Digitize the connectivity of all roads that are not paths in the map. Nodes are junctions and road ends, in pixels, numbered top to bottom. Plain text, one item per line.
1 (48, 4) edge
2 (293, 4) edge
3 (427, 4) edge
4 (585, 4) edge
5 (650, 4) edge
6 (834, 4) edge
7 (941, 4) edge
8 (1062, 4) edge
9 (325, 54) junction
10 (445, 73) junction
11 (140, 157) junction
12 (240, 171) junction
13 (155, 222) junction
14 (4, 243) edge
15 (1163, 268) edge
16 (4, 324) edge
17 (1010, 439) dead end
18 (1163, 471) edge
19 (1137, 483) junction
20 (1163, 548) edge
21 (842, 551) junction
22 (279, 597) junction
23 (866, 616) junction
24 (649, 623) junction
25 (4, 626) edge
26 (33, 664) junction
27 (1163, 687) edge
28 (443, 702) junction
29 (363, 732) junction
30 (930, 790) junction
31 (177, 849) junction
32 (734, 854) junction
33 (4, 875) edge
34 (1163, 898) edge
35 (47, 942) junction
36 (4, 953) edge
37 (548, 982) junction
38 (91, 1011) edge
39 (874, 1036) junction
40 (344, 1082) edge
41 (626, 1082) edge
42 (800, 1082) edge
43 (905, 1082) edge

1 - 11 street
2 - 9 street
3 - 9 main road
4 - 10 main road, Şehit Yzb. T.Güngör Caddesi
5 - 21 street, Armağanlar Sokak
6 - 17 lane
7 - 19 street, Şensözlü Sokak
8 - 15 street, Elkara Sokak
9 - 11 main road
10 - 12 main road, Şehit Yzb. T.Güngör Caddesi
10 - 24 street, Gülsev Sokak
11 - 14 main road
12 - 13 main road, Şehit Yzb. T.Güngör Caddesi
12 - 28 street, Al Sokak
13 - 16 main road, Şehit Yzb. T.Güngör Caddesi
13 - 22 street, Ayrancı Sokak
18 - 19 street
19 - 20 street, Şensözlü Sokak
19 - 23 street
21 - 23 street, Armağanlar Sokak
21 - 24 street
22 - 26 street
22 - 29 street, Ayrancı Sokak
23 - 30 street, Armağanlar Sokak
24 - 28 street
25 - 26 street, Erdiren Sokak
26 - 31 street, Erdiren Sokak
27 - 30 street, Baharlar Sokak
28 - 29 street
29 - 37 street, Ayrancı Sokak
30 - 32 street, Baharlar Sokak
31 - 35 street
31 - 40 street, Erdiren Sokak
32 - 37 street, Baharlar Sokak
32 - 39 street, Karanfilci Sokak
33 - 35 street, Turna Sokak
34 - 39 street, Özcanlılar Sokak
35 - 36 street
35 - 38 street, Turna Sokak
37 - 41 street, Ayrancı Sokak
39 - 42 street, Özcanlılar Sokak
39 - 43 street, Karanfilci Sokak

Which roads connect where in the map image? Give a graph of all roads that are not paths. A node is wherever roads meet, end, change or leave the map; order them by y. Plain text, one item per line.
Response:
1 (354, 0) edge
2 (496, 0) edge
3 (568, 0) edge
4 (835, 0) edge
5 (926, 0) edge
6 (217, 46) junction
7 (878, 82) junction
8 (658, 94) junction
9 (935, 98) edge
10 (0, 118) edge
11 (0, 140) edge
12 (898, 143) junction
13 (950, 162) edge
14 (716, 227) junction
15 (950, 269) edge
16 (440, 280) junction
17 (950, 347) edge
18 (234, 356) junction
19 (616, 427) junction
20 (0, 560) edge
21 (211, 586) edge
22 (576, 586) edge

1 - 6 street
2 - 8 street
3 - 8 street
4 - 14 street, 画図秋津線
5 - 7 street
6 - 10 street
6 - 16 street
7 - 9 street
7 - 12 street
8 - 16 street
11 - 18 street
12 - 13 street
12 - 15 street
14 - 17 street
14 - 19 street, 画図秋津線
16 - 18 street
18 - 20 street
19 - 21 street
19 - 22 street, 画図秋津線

--------------------------------

▶ _Work instruction_
Every record should be printed again exactly as it reads.

▶ _Completed task_
Digitize the connectivity of all roads that are not paths in the map. Nodes are junctions and road ends, in pixels, numbered top to bottom. Plain text, one item per line.
1 (48, 4) edge
2 (293, 4) edge
3 (427, 4) edge
4 (585, 4) edge
5 (650, 4) edge
6 (834, 4) edge
7 (941, 4) edge
8 (1062, 4) edge
9 (325, 54) junction
10 (445, 73) junction
11 (140, 157) junction
12 (240, 171) junction
13 (155, 222) junction
14 (4, 243) edge
15 (1163, 268) edge
16 (4, 324) edge
17 (1010, 439) dead end
18 (1163, 471) edge
19 (1137, 483) junction
20 (1163, 548) edge
21 (842, 551) junction
22 (279, 597) junction
23 (866, 616) junction
24 (649, 623) junction
25 (4, 626) edge
26 (33, 664) junction
27 (1163, 687) edge
28 (443, 702) junction
29 (363, 732) junction
30 (930, 790) junction
31 (177, 849) junction
32 (734, 854) junction
33 (4, 875) edge
34 (1163, 898) edge
35 (47, 942) junction
36 (4, 953) edge
37 (548, 982) junction
38 (91, 1011) edge
39 (874, 1036) junction
40 (344, 1082) edge
41 (626, 1082) edge
42 (800, 1082) edge
43 (905, 1082) edge

1 - 11 street
2 - 9 street
3 - 9 main road
4 - 10 main road, Şehit Yzb. T.Güngör Caddesi
5 - 21 street, Armağanlar Sokak
6 - 17 lane
7 - 19 street, Şensözlü Sokak
8 - 15 street, Elkara Sokak
9 - 11 main road
10 - 12 main road, Şehit Yzb. T.Güngör Caddesi
10 - 24 street, Gülsev Sokak
11 - 14 main road
12 - 13 main road, Şehit Yzb. T.Güngör Caddesi
12 - 28 street, Al Sokak
13 - 16 main road, Şehit Yzb. T.Güngör Caddesi
13 - 22 street, Ayrancı Sokak
18 - 19 street
19 - 20 street, Şensözlü Sokak
19 - 23 street
21 - 23 street, Armağanlar Sokak
21 - 24 street
22 - 26 street
22 - 29 street, Ayrancı Sokak
23 - 30 street, Armağanlar Sokak
24 - 28 street
25 - 26 street, Erdiren Sokak
26 - 31 street, Erdiren Sokak
27 - 30 street, Baharlar Sokak
28 - 29 street
29 - 37 street, Ayrancı Sokak
30 - 32 street, Baharlar Sokak
31 - 35 street
31 - 40 street, Erdiren Sokak
32 - 37 street, Baharlar Sokak
32 - 39 street, Karanfilci Sokak
33 - 35 street, Turna Sokak
34 - 39 street, Özcanlılar Sokak
35 - 36 street
35 - 38 street, Turna Sokak
37 - 41 street, Ayrancı Sokak
39 - 42 street, Özcanlılar Sokak
39 - 43 street, Karanfilci Sokak

Which roads connect where in the map image? Give a graph of all roads that are not paths. A node is wherever roads meet, end, change or leave the map; order them by y. Plain text, one item per line.
Response:
1 (354, 0) edge
2 (496, 0) edge
3 (568, 0) edge
4 (835, 0) edge
5 (926, 0) edge
6 (217, 46) junction
7 (878, 82) junction
8 (658, 94) junction
9 (935, 98) edge
10 (0, 118) edge
11 (0, 140) edge
12 (898, 143) junction
13 (950, 162) edge
14 (716, 227) junction
15 (950, 269) edge
16 (440, 280) junction
17 (950, 347) edge
18 (234, 356) junction
19 (616, 427) junction
20 (0, 560) edge
21 (211, 586) edge
22 (576, 586) edge

1 - 6 street
2 - 8 street
3 - 8 street
4 - 14 street, 画図秋津線
5 - 7 street
6 - 10 street
6 - 16 street
7 - 9 street
7 - 12 street
8 - 16 street
11 - 18 street
12 - 13 street
12 - 15 street
14 - 17 street
14 - 19 street, 画図秋津線
16 - 18 street
18 - 20 street
19 - 21 street
19 - 22 street, 画図秋津線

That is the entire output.